If the journey so far has been too stressful and not enjoyable at all, then you might want to just hire a property manager. Pass the baton onto someone else who can manage your property for a fee.
If, however, you are feeling empowered and confident that can do this, then here are some things you need to consider as the sole property manager of your rental.
Repairs and Maintenance
I know that you have spent time and effort on making your property rent worthy, but unfortunately, that is not the end of it. There is almost certainly going to be some issues that need repairing and items that need some maintenance. But that is the life of a homeowner.
If you are pretty handy with a toolbox then you may be able to do many of these repairs yourself and save yourself some extra money. However, if you don’t have the luxury of time or the necessary skills then it might be best to call in a professional. Keeping on top of repairs and maintenance is key to building a strong relationship between yourself and your tenants.
The property market is incredibly fluid and prices are subject to change from one month to the next. You need to be aware of the current market and its drops and fluctuations. You can adapt your rental income accordingly to the market, making sure you remain competitive and current. A good way to do this is by regularly researching your area and other similar rentals near yours. Refer back to our previous guide on how much rent to charge, or, alternatively, you could always book a professional to re-value your property.

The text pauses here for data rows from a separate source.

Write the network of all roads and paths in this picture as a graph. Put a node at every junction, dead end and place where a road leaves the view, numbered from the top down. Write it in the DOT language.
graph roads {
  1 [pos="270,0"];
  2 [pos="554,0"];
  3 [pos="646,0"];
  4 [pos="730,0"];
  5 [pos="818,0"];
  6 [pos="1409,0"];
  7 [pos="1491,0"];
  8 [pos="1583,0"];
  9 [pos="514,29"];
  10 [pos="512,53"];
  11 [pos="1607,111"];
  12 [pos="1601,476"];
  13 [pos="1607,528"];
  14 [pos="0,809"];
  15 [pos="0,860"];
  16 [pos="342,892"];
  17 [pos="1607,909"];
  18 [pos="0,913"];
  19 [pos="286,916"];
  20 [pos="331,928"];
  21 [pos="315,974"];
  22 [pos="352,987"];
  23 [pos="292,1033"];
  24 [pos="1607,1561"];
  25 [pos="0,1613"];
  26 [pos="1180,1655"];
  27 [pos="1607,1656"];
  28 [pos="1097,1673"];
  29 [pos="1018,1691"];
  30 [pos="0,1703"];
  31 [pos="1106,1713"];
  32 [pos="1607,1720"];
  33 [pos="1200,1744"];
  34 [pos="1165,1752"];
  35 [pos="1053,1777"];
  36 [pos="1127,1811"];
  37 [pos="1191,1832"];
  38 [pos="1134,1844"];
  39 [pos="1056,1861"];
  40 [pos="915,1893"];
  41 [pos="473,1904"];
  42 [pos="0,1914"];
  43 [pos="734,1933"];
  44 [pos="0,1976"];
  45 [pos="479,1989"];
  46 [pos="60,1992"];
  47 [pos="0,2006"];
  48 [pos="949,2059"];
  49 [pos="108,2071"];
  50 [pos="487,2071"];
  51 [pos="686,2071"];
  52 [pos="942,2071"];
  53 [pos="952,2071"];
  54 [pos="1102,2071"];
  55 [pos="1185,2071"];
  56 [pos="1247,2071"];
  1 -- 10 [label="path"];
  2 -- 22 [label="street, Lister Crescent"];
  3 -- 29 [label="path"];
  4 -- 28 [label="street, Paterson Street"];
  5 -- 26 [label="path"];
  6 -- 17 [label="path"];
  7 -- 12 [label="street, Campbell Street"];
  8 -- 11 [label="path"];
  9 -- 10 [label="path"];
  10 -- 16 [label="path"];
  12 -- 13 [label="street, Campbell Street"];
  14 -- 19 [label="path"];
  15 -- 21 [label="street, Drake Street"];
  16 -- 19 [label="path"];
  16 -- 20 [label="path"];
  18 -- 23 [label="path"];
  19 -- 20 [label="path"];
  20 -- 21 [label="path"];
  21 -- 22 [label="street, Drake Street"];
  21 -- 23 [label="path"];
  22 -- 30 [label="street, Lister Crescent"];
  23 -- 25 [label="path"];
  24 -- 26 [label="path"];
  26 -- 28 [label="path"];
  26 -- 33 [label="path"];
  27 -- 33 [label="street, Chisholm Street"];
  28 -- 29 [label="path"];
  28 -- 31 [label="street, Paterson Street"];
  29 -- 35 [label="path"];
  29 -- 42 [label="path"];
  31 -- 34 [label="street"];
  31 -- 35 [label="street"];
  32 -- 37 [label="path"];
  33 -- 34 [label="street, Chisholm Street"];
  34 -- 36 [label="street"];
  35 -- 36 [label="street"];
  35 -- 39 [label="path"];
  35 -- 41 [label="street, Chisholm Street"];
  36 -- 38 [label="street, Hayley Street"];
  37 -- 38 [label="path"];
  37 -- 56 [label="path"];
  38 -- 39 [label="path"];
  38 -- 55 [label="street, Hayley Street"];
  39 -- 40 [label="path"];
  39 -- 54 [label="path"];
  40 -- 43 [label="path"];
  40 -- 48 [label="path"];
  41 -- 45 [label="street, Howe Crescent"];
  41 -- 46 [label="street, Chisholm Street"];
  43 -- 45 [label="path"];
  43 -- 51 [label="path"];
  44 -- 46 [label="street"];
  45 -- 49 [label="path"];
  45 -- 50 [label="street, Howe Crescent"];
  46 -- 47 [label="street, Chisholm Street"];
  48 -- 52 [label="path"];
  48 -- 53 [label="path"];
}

Carrying out regular property checks is not a bad idea and is highly beneficial to both yourself and your property. The rule of thumb seems to be approximately every 6 months to carry out a property inspection. If you can, organise a date with your tenants to go and view your property. You can make sure that there are no damp issues or structural problems which have not been previously noticed or noted. It’s also a great opportunity to check in with your tenants and build that important relationship with them, make sure they are happy with their rental and that they aren’t breaching your agreement in any way.
That is it!
You are a fully fledged DIY Landlord now! Hurray!
Hopefully, this handy guide will help you with your new investment and keep you on the right side of both your tenants and the law. Remember to keep up-to-date on recent laws and changes in the property market. Keeping on top of your rental will make sure that you are the best landlord you can be.
The better the landlord, the better the profit.